Fed Chair Jerome Powell has signalled the U.S. central bank will wait for more clarity on Trump administration policies as it assesses when to resume rate cuts.

Measures of consumer confidence and consumer sentiment will also be in the spotlight after U.S. retail sales rebounded marginally in February.

4/BLEAK BRITAIN

UK investors are about to discover whether weak growth and unexpectedly high borrowing have blown the Labour government's budget goals far enough off course for markets to call for a return to austerity measures.

Alongside finance minister Rachel Reeves' March 26 Spring Statement, the Office for Budget Responsibility (OBR) is expected to reduce forecasts that, back in October, assumed the government would just meet its self-imposed spending rules.

The Institute for Fiscal Studies has warned that even a minor OBR downgrade would force Reeves to choose between tax increases, spending cuts or months of "damaging speculation" about what she will do in the Autumn budget.

Long-term UK debt costs set by the gilt markets are about 15 basis points (bps) below January's multi-decade highs after Labour's welfare cut pledges, but bond investors are on high alert for a rule breach the government cannot fix.

5/PULSE CHECK

Australia and Tokyo will get their inflation report cards in the week ahead, as central bankers around the world try to assess the impact of Trump's tariff policies on global price pressures.

Australian consumer prices on Wednesday are expected to have held steady in February.
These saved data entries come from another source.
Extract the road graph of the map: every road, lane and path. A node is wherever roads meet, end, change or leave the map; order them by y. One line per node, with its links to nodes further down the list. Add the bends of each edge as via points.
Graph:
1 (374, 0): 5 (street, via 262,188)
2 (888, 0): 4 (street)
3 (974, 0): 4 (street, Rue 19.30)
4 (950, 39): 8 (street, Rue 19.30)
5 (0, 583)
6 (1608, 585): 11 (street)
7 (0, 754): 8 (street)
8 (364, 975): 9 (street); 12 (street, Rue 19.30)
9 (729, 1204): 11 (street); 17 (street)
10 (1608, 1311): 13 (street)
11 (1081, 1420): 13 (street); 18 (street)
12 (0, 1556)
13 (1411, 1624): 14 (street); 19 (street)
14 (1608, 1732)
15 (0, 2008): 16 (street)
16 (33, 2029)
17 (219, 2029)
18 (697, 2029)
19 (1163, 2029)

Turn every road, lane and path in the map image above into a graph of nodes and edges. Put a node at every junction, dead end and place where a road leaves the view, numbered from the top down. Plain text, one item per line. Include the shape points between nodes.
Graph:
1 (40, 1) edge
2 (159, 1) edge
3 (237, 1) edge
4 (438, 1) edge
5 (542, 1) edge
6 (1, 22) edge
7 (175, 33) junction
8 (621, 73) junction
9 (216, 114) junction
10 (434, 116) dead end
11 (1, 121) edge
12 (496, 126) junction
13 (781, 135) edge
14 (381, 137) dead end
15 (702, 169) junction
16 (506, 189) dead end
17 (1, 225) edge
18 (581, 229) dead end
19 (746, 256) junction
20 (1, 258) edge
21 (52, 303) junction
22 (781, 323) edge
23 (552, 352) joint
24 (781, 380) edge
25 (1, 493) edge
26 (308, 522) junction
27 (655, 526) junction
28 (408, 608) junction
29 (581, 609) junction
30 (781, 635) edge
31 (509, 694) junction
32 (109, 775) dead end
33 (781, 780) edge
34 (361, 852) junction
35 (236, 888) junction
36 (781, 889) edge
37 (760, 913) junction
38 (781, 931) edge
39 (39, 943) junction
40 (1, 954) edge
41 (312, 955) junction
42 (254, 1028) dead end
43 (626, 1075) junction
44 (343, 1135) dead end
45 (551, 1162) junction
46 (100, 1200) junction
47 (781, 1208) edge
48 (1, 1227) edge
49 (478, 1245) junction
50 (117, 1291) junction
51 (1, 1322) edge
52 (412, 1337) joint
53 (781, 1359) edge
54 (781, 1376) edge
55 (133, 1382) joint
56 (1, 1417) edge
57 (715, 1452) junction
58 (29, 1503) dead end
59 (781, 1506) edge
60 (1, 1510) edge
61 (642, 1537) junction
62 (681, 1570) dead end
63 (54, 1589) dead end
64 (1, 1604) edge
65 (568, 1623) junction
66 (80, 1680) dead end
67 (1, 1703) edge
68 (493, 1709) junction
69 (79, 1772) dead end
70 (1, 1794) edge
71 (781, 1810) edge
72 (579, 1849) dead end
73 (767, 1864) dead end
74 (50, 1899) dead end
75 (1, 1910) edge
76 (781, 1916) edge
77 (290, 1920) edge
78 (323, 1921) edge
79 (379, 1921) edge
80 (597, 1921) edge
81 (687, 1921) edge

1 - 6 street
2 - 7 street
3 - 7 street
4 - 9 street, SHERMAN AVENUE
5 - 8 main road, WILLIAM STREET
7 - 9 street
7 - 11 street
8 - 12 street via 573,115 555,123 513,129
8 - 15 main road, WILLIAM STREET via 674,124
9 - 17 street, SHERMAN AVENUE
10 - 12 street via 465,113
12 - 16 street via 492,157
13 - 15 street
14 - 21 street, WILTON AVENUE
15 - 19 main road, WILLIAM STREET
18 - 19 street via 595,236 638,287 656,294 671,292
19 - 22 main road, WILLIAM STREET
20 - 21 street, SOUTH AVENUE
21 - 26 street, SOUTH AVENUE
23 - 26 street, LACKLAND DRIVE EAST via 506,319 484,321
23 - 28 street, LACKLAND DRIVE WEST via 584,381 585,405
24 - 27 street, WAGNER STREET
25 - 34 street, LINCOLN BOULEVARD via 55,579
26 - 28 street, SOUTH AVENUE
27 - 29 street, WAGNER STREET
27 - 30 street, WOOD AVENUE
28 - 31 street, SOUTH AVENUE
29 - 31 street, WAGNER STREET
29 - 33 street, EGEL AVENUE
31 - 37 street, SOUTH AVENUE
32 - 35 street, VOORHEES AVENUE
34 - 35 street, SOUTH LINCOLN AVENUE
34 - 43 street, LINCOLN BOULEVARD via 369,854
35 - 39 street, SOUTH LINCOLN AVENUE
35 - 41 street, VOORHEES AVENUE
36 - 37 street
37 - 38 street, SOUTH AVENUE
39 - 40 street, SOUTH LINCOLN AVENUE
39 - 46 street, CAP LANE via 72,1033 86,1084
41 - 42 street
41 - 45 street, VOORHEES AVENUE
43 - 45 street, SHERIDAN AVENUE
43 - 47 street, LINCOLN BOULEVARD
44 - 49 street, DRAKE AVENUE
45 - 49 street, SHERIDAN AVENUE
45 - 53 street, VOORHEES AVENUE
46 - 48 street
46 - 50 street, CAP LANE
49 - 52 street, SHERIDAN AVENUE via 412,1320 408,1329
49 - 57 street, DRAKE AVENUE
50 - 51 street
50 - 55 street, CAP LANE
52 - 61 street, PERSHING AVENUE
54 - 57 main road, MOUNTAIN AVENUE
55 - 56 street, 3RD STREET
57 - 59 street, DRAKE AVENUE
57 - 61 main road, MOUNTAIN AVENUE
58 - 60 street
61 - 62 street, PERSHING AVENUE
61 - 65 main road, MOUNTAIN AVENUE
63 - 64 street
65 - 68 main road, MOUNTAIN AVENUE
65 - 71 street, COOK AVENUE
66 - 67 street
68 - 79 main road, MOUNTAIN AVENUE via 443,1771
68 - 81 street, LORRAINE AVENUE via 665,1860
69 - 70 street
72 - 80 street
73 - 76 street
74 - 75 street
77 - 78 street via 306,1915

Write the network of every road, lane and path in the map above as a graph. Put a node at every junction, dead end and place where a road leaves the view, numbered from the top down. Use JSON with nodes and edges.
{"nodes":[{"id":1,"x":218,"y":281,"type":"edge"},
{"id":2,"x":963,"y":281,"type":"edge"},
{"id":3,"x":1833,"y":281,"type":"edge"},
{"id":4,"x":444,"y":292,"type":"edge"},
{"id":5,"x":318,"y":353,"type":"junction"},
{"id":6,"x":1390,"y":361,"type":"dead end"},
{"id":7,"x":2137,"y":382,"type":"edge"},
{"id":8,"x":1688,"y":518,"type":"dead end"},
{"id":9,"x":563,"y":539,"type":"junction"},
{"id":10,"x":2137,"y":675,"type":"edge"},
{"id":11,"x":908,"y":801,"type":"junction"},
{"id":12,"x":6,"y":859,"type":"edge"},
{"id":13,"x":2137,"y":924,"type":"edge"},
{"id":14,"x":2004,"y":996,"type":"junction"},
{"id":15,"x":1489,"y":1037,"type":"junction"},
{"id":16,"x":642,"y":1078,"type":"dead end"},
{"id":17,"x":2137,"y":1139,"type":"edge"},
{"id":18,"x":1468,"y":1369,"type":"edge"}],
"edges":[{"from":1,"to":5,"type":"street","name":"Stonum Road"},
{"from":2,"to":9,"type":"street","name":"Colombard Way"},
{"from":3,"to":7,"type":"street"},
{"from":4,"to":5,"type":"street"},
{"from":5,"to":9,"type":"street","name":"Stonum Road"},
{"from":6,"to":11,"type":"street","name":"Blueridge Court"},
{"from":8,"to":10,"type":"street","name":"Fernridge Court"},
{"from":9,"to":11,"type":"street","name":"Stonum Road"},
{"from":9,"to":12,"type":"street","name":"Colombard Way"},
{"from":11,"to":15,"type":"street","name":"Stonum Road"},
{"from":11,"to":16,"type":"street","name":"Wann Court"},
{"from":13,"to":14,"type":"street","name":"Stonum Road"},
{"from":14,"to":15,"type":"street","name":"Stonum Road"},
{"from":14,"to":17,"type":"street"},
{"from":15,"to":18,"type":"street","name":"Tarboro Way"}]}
This could support the still-cautious Reserve Bank of Australia's patient approach to future rate cuts.

Tokyo inflation is due on Friday, as the Bank of Japan (BOJ) continues to monitor mounting domestic price pressures that could warrant further monetary tightening.

The BOJ kept rates unchanged at its March meeting and offered few hints on the timing of its next rate hike. But Governor Kazuo Ueda suggested the central bank could deliver one even before the dust settles on the impact of U.S. tariffs.